The next question is whether and how FW and tissue compartment changes contribute to cognitive impairment. A recent study illustrated that FW was associated with cognitive performance in Parkinson’s disease [39]. Only two studies showed associations between tissue compartment changes and cognition in predefined regions in MCI: Tissue fraction in the parahippocampal cingulum was associated with memory decline [17], and tissue compartment measures in the anterior cingulum were associated with cognitive control [40]. We found a region-specific influence of extracellular and microstructural changes on cognitive decline across patients with AD with and without CeVD using a whole-brain search. Widespread FW increases (both lobar and subcortical/brainstem) appear to be related to poor cognitive performance, particularly executive functioning, attention, visuomotor performance, and visual construction. Moreover, consistent with the literature regarding a dominant role of the left hemisphere in language [41], only left hemispheric FW increases (but not tissue damage) were related to language deficits. In contrast, only focal lobar FW-corrected WM microstructural damage was associated with each cognitive domain, suggesting distinct default mode and executive control network disruptions in non-CeVD [42, 43] and CeVD groups [44]. Such differential associations of vascular and WM microstructure with cognition reveal the possible neural mechanism in patients with mixed vascular and neural degeneration.

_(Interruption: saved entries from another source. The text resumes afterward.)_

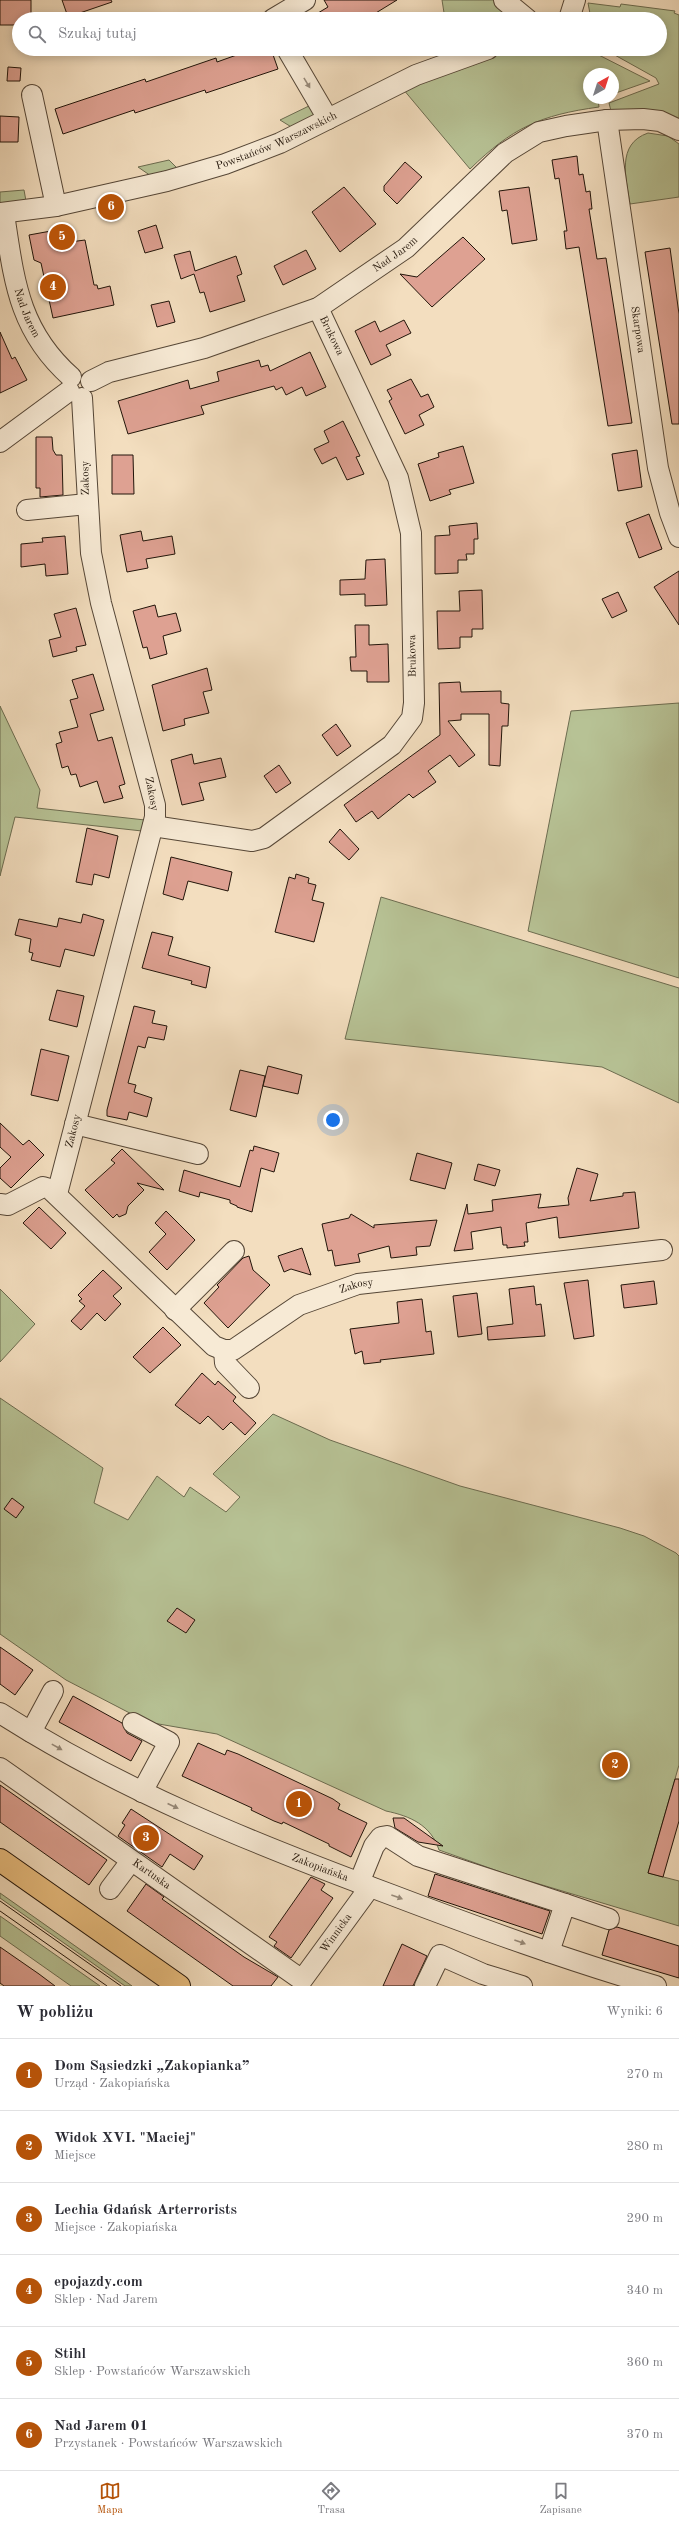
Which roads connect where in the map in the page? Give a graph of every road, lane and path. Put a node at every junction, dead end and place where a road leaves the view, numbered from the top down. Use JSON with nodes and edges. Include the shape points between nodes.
{"nodes":[{"id":1,"x":305,"y":0,"type":"edge"},
{"id":2,"x":504,"y":0,"type":"edge"},
{"id":3,"x":575,"y":0,"type":"edge"},
{"id":4,"x":285,"y":12,"type":"edge"},
{"id":5,"x":519,"y":12,"type":"edge"},
{"id":6,"x":571,"y":12,"type":"edge"},
{"id":7,"x":291,"y":56,"type":"edge"},
{"id":8,"x":469,"y":56,"type":"edge"},
{"id":9,"x":32,"y":95,"type":"dead end"},
{"id":10,"x":328,"y":119,"type":"junction"},
{"id":11,"x":607,"y":120,"type":"junction"},
{"id":12,"x":679,"y":130,"type":"edge"},
{"id":13,"x":56,"y":206,"type":"junction"},
{"id":14,"x":2,"y":213,"type":"edge"},
{"id":15,"x":318,"y":308,"type":"junction"},
{"id":16,"x":74,"y":389,"type":"junction"},
{"id":17,"x":0,"y":442,"type":"edge"},
{"id":18,"x":87,"y":504,"type":"junction"},
{"id":19,"x":27,"y":510,"type":"dead end"},
{"id":20,"x":679,"y":537,"type":"edge"},
{"id":21,"x":153,"y":826,"type":"junction"},
{"id":22,"x":75,"y":1124,"type":"junction"},
{"id":23,"x":198,"y":1154,"type":"dead end"},
{"id":24,"x":57,"y":1194,"type":"junction"},
{"id":25,"x":0,"y":1204,"type":"edge"},
{"id":26,"x":662,"y":1250,"type":"dead end"},
{"id":27,"x":234,"y":1251,"type":"dead end"},
{"id":28,"x":175,"y":1310,"type":"junction"},
{"id":29,"x":224,"y":1350,"type":"junction"},
{"id":30,"x":249,"y":1388,"type":"dead end"},
{"id":31,"x":54,"y":1691,"type":"dead end"},
{"id":32,"x":0,"y":1713,"type":"edge"},
{"id":33,"x":133,"y":1723,"type":"dead end"},
{"id":34,"x":31,"y":1732,"type":"junction"},
{"id":35,"x":0,"y":1768,"type":"edge"},
{"id":36,"x":142,"y":1792,"type":"junction"},
{"id":37,"x":0,"y":1860,"type":"edge"},
{"id":38,"x":131,"y":1861,"type":"junction"},
{"id":39,"x":364,"y":1885,"type":"junction"},
{"id":40,"x":110,"y":1889,"type":"dead end"},
{"id":41,"x":565,"y":1904,"type":"junction"},
{"id":42,"x":609,"y":1919,"type":"dead end"},
{"id":43,"x":549,"y":1952,"type":"junction"},
{"id":44,"x":302,"y":1980,"type":"joint"},
{"id":45,"x":179,"y":1986,"type":"edge"},
{"id":46,"x":425,"y":1986,"type":"edge"},
{"id":47,"x":522,"y":1986,"type":"edge"},
{"id":48,"x":656,"y":1986,"type":"edge"}],
"edges":[{"from":1,"to":4,"type":"street"},
{"from":2,"to":5,"type":"street"},
{"from":3,"to":6,"type":"street"},
{"from":7,"to":10,"type":"street","one_way":true},
{"from":8,"to":10,"type":"street","name":"Powstańców Warszawskich","via":[[416,75]]},
{"from":9,"to":13,"type":"street"},
{"from":10,"to":13,"type":"street","name":"Powstańców Warszawskich","via":[[280,143],[225,164],[167,181]]},
{"from":11,"to":12,"type":"street","name":"Nad Jarem","via":[[660,121]]},
{"from":11,"to":15,"type":"street","name":"Nad Jarem","via":[[556,127],[523,140],[505,153],[406,248]]},
{"from":11,"to":20,"type":"street","name":"Skarpowa","via":[[658,468]]},
{"from":13,"to":14,"type":"street","name":"Powstańców Warszawskich"},
{"from":14,"to":16,"type":"street","name":"Nad Jarem","via":[[11,266],[24,311],[43,348]]},
{"from":15,"to":16,"type":"street","name":"Nad Jarem","via":[[204,348],[109,372],[91,381],[81,374]]},
{"from":15,"to":21,"type":"street","name":"Brukowa","via":[[388,455],[407,509],[411,533],[414,703],[412,718],[392,745],[264,838],[252,841]]},
{"from":16,"to":17,"type":"street"},
{"from":16,"to":18,"type":"street","name":"Zakosy"},
{"from":18,"to":19,"type":"street"},
{"from":18,"to":21,"type":"street","name":"Zakosy","via":[[96,578],[155,805]]},
{"from":21,"to":22,"type":"street","name":"Zakosy"},
{"from":22,"to":23,"type":"street"},
{"from":22,"to":24,"type":"street","name":"Zakosy"},
{"from":24,"to":25,"type":"street","via":[[43,1187],[8,1205]]},
{"from":24,"to":28,"type":"street"},
{"from":26,"to":29,"type":"street","name":"Zakosy","via":[[358,1284],[299,1305],[233,1350]]},
{"from":27,"to":28,"type":"street"},
{"from":28,"to":29,"type":"street","via":[[214,1346]]},
{"from":29,"to":30,"type":"street","via":[[225,1362]]},
{"from":31,"to":34,"type":"street"},
{"from":32,"to":34,"type":"street","name":"Zakopiańska"},
{"from":33,"to":36,"type":"street","via":[[169,1742]]},
{"from":34,"to":36,"type":"street","name":"Zakopiańska","one_way":true},
{"from":35,"to":38,"type":"street","name":"Kartuska"},
{"from":36,"to":39,"type":"street","name":"Zakopiańska","one_way":true,"via":[[240,1836]]},
{"from":37,"to":45,"type":"main road"},
{"from":38,"to":40,"type":"street"},
{"from":38,"to":44,"type":"street","name":"Kartuska"},
{"from":39,"to":41,"type":"street","name":"Winnicka","via":[[374,1846],[381,1836],[387,1836],[418,1856]]},
{"from":39,"to":43,"type":"street","name":"Zakopiańska","one_way":true},
{"from":39,"to":44,"type":"street","name":"Winnicka"},
{"from":41,"to":42,"type":"street"},
{"from":41,"to":43,"type":"street"},
{"from":43,"to":48,"type":"street","name":"Zakopiańska"},
{"from":46,"to":47,"type":"street","via":[[440,1955],[483,1974]]}]}
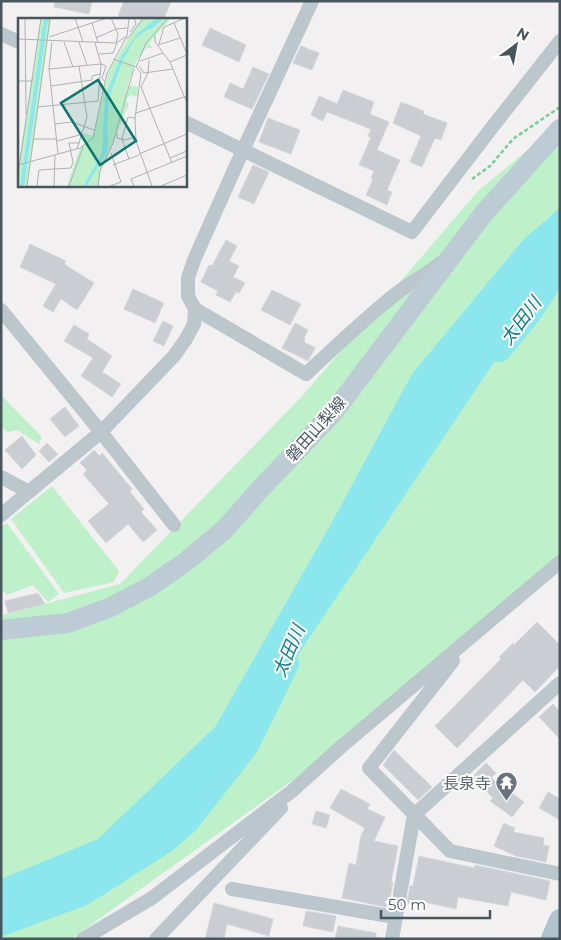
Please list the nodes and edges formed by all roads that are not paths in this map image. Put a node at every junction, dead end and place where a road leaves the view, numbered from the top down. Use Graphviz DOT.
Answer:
graph roads {
  1 [pos="312,1"];
  2 [pos="1,34"];
  3 [pos="560,41"];
  4 [pos="18,42"];
  5 [pos="186,122"];
  6 [pos="560,129"];
  7 [pos="243,150"];
  8 [pos="454,252"];
  9 [pos="195,309"];
  10 [pos="1,310"];
  11 [pos="102,432"];
  12 [pos="1,477"];
  13 [pos="29,492"];
  14 [pos="1,515"];
  15 [pos="174,525"];
  16 [pos="560,562"];
  17 [pos="1,630"];
  18 [pos="472,637"];
  19 [pos="560,683"];
  20 [pos="292,790"];
  21 [pos="414,814"];
  22 [pos="560,874"];
  23 [pos="232,889"];
  24 [pos="396,917"];
  25 [pos="560,920"];
  26 [pos="83,939"];
  27 [pos="156,939"];
  28 [pos="392,939"];
  29 [pos="552,939"];
  1 -- 7 [label="street"];
  2 -- 4 [label="street"];
  3 -- 7 [label="street"];
  5 -- 7 [label="street"];
  6 -- 8 [label="main road, 磐田山梨線"];
  7 -- 9 [label="street"];
  8 -- 9 [label="street"];
  8 -- 17 [label="main road, 磐田山梨線"];
  9 -- 11 [label="street"];
  10 -- 11 [label="street"];
  11 -- 13 [label="street"];
  11 -- 15 [label="street"];
  12 -- 13 [label="street"];
  13 -- 14 [label="street"];
  16 -- 18 [label="street"];
  18 -- 20 [label="street"];
  18 -- 21 [label="street"];
  19 -- 21 [label="street"];
  20 -- 26 [label="street"];
  20 -- 27 [label="street"];
  21 -- 22 [label="street"];
  21 -- 24 [label="street"];
  23 -- 24 [label="street"];
  24 -- 28 [label="street"];
  25 -- 29 [label="main road"];
}
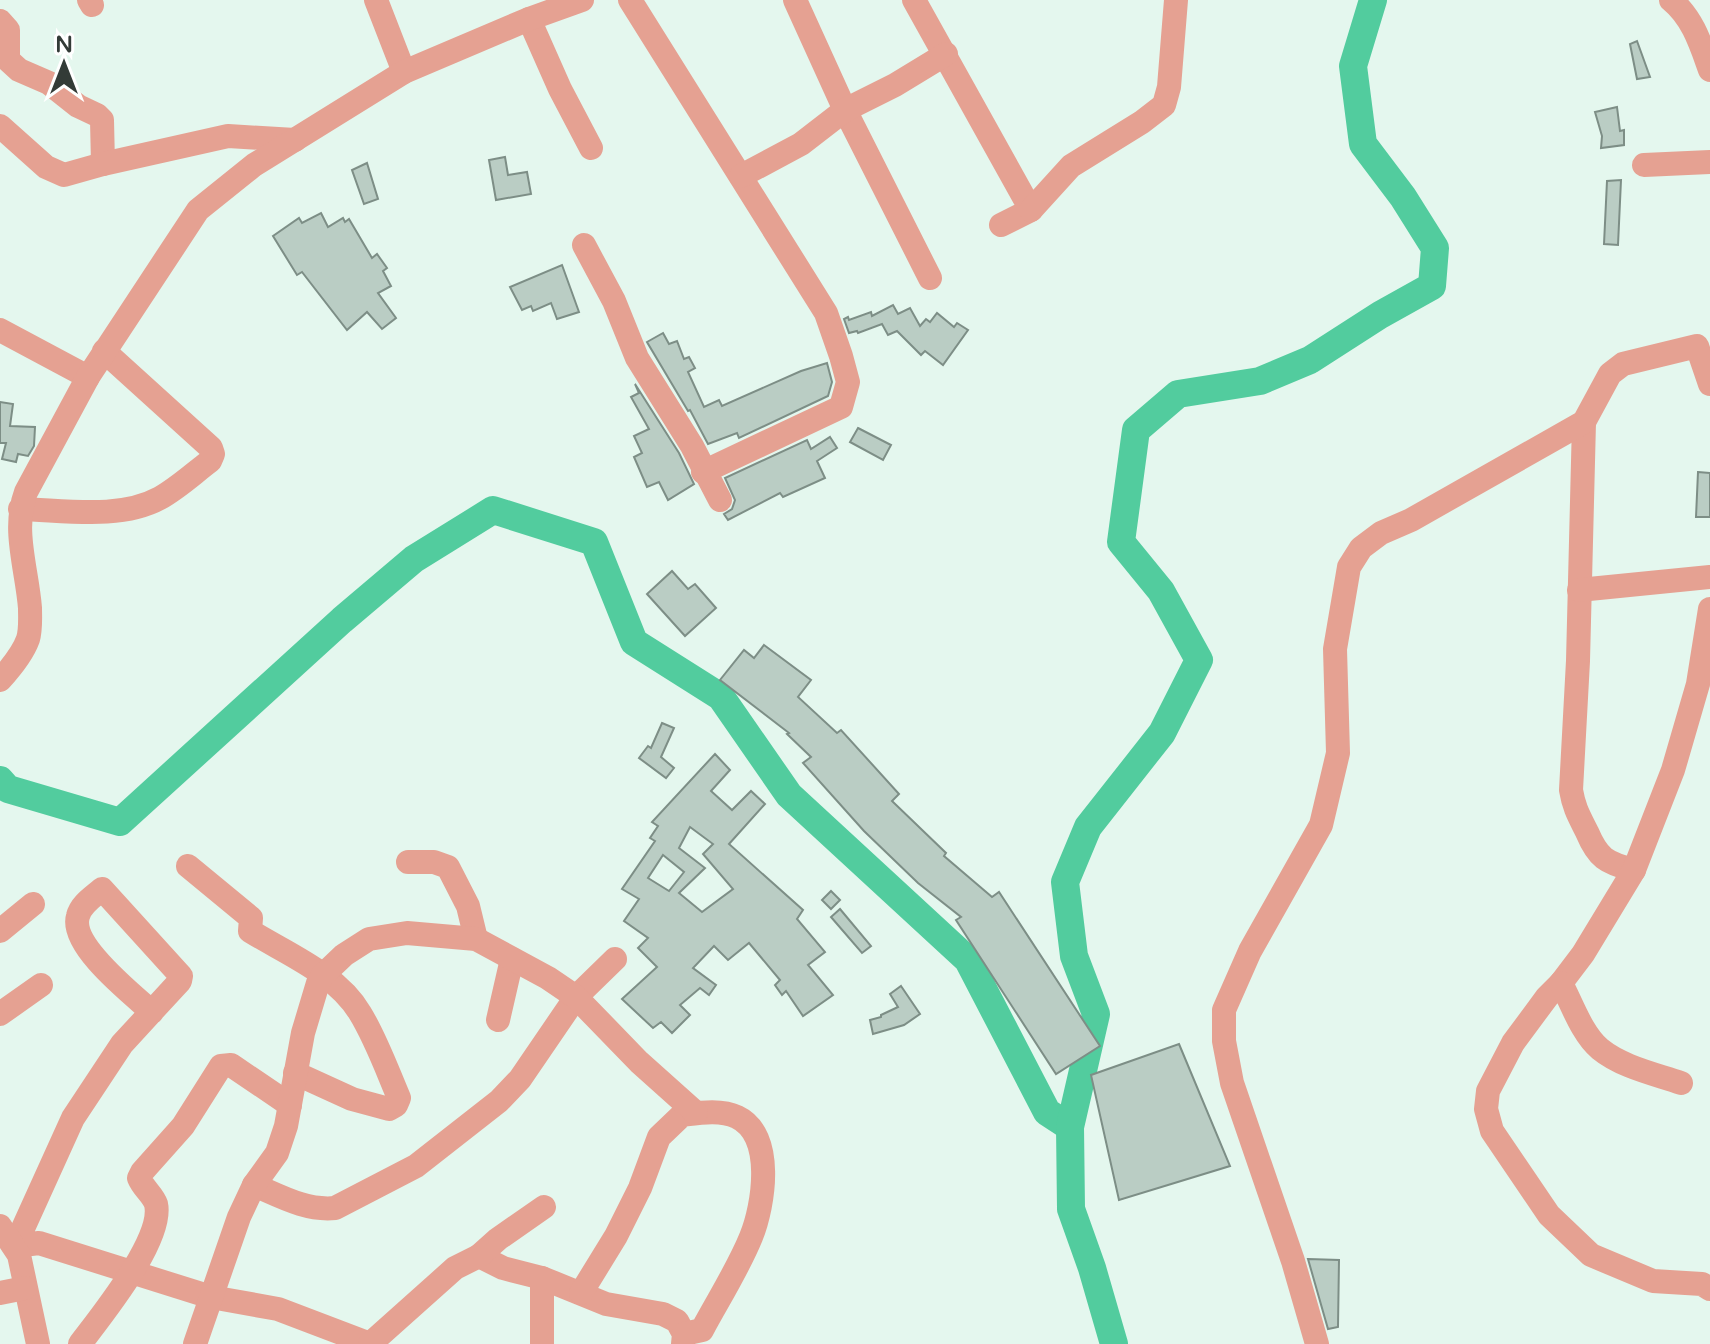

Some limitations of the study should be noted. The possible influence of WM degeneration on FW increases could not be completely excluded [34]. However, to mitigate this concern, we controlled for total WMV in the FW analyses, and the results remained. In addition, we did not examine amyloid deposition in our patients. Diagnoses of AD and VaD based on conventional clinical criteria may lead to heterogeneous groups with overlapping pathologies.

Conclusions

We have demonstrated the importance of FW analysis in separating vascular-related extracellular FW increases and WM microstructural disruptions in mixed vascular and neurodegenerative dementia. Importantly, these FW increases in normal-appearing WM contribute to dementia severity and cognitive deficits. Future longitudinal studies on preclinical AD with and without CeVD are needed to examine the early changes, temporal trajectories, and possible interplay between vascular and tissue abnormalities. Further developed, the combined FW and tissue assays could help in the differential diagnosis, individual treatment planning, and disease monitoring for patients with mixed dementia.